Exercise requirements: The entries below are to be returned as written, with all pictures dropped.

Available records:
- - - - - - -
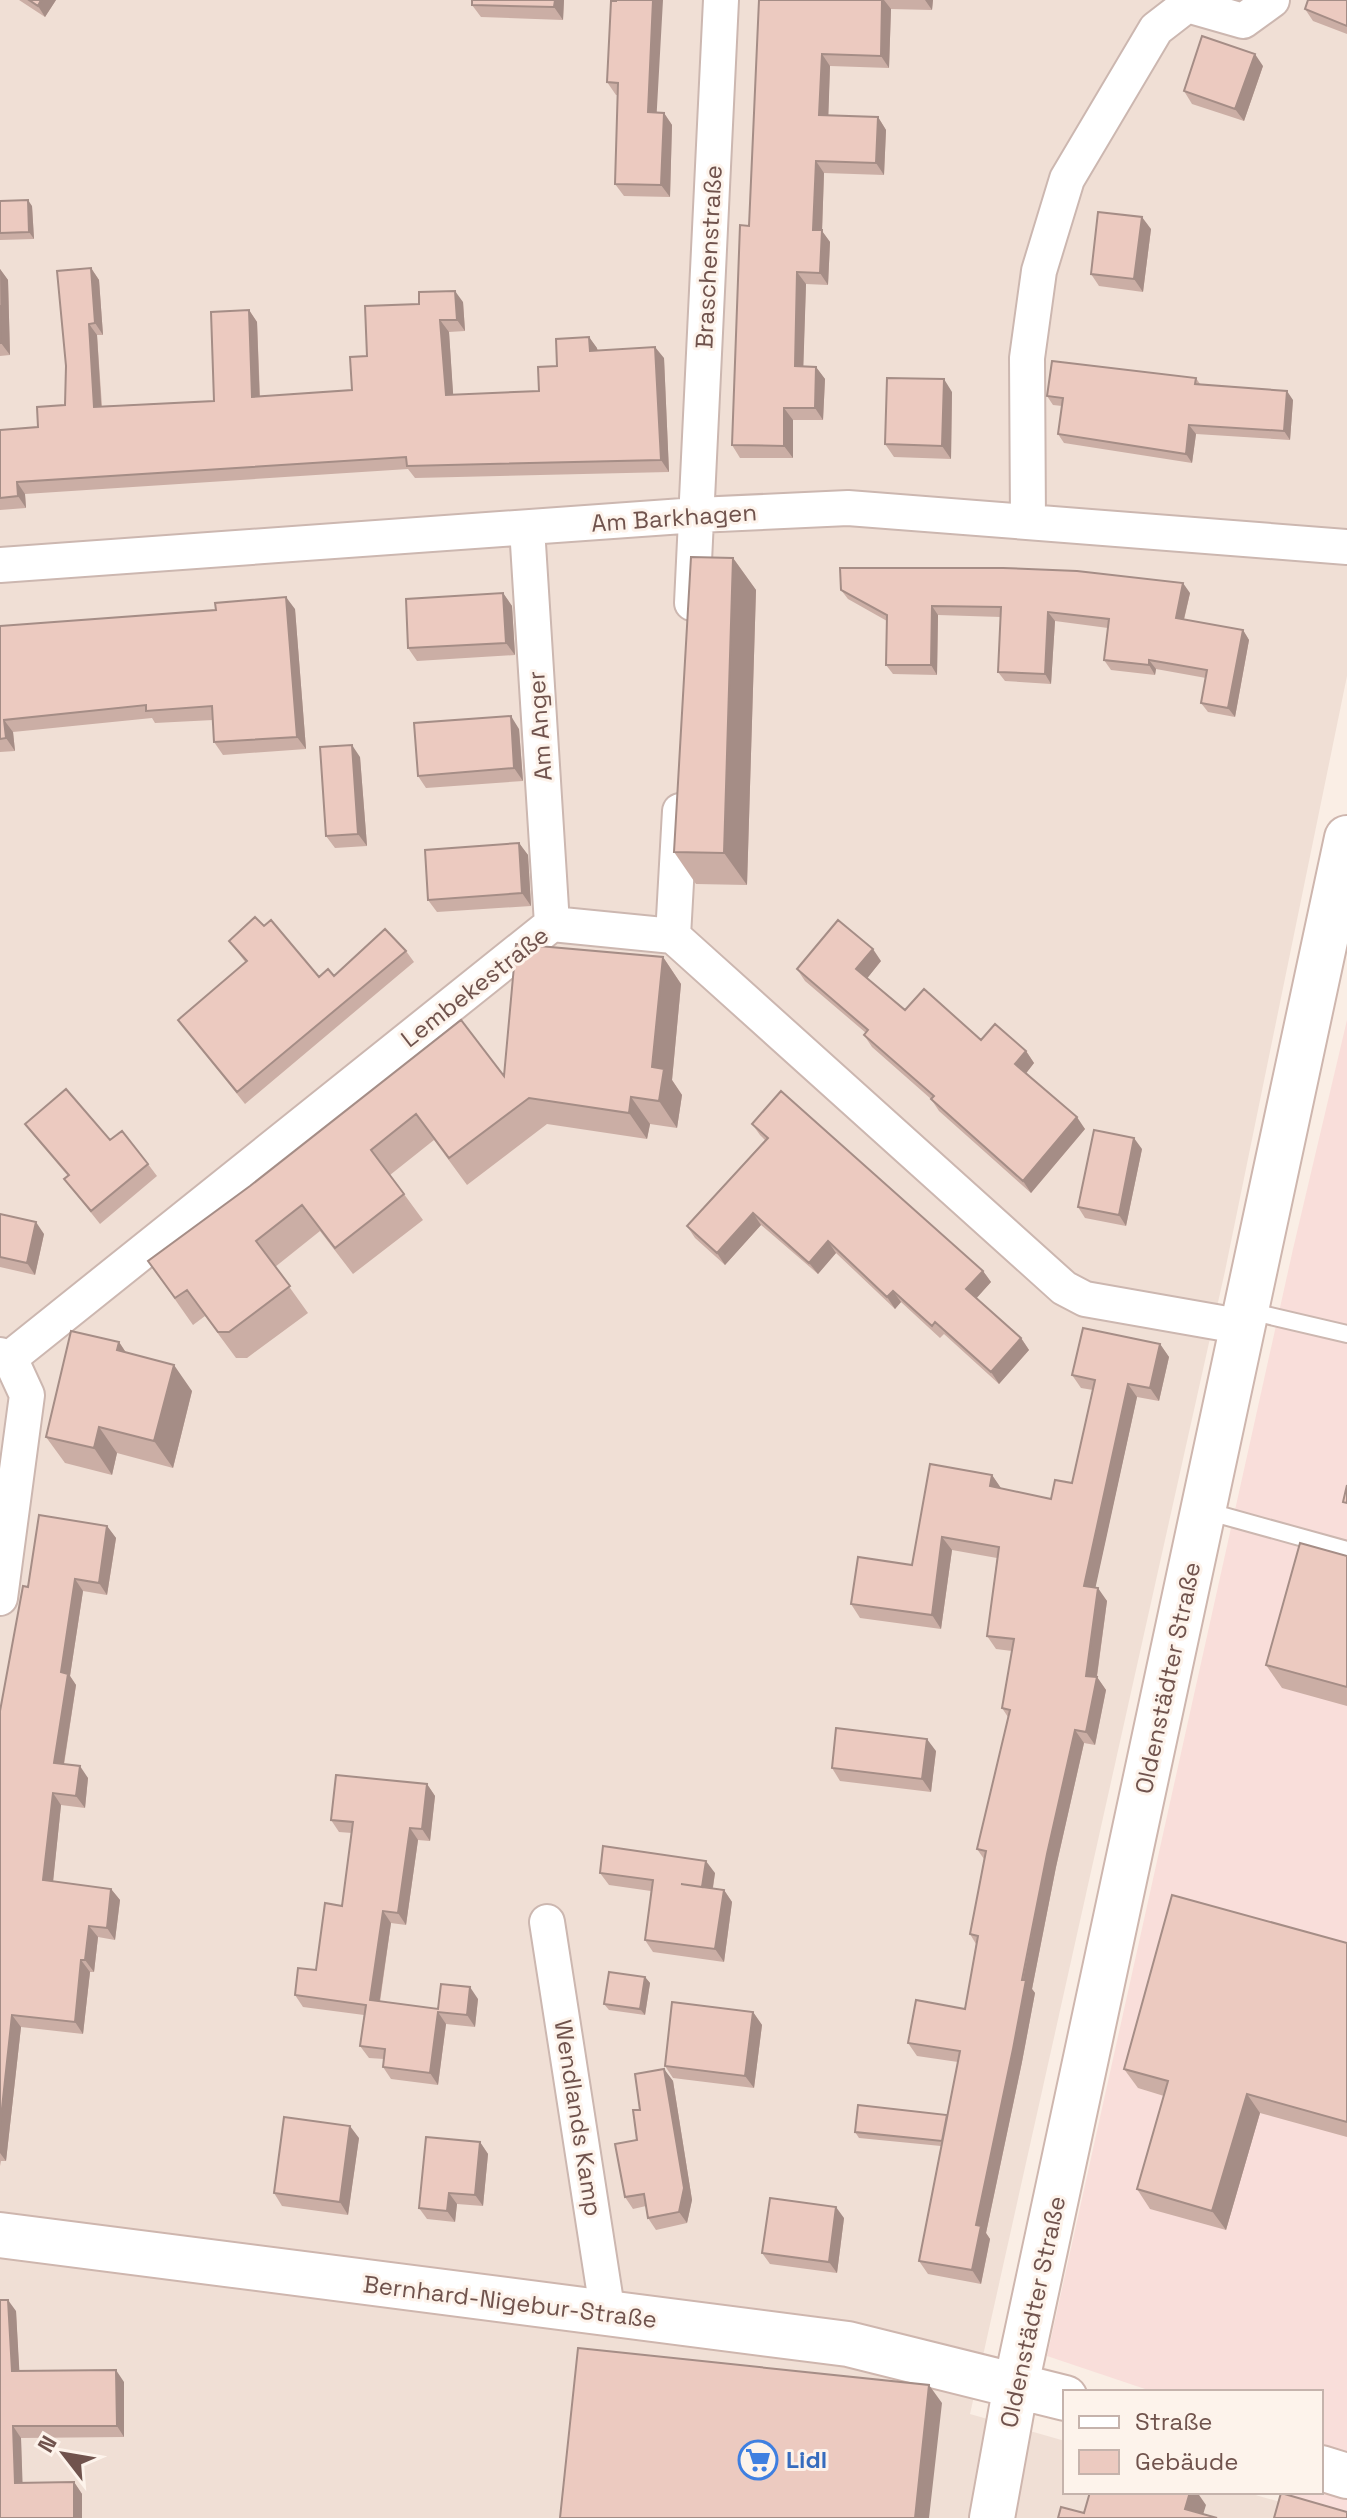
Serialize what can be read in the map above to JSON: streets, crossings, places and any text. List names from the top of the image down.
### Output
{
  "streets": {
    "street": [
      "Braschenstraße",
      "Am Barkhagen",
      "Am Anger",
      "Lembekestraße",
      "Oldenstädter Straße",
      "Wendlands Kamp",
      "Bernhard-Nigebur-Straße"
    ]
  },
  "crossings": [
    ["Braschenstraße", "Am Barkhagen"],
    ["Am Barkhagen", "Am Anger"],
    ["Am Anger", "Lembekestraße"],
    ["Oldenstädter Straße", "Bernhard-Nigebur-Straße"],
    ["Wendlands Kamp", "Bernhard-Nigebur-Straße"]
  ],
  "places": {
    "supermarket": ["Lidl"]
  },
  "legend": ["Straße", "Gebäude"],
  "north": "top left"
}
- - - - - - -
Result for this task:
Serialize what can be read in the map above to JSON: streets, crossings, places and any text. List names from the top of the image down.
### Output
{
  "streets": {
    "street": [
      "Braschenstraße",
      "Am Barkhagen",
      "Am Anger",
      "Lembekestraße",
      "Oldenstädter Straße",
      "Wendlands Kamp",
      "Bernhard-Nigebur-Straße"
    ]
  },
  "crossings": [
    ["Braschenstraße", "Am Barkhagen"],
    ["Am Barkhagen", "Am Anger"],
    ["Am Anger", "Lembekestraße"],
    ["Oldenstädter Straße", "Bernhard-Nigebur-Straße"],
    ["Wendlands Kamp", "Bernhard-Nigebur-Straße"]
  ],
  "places": {
    "supermarket": ["Lidl"]
  },
  "legend": ["Straße", "Gebäude"],
  "north": "top left"
}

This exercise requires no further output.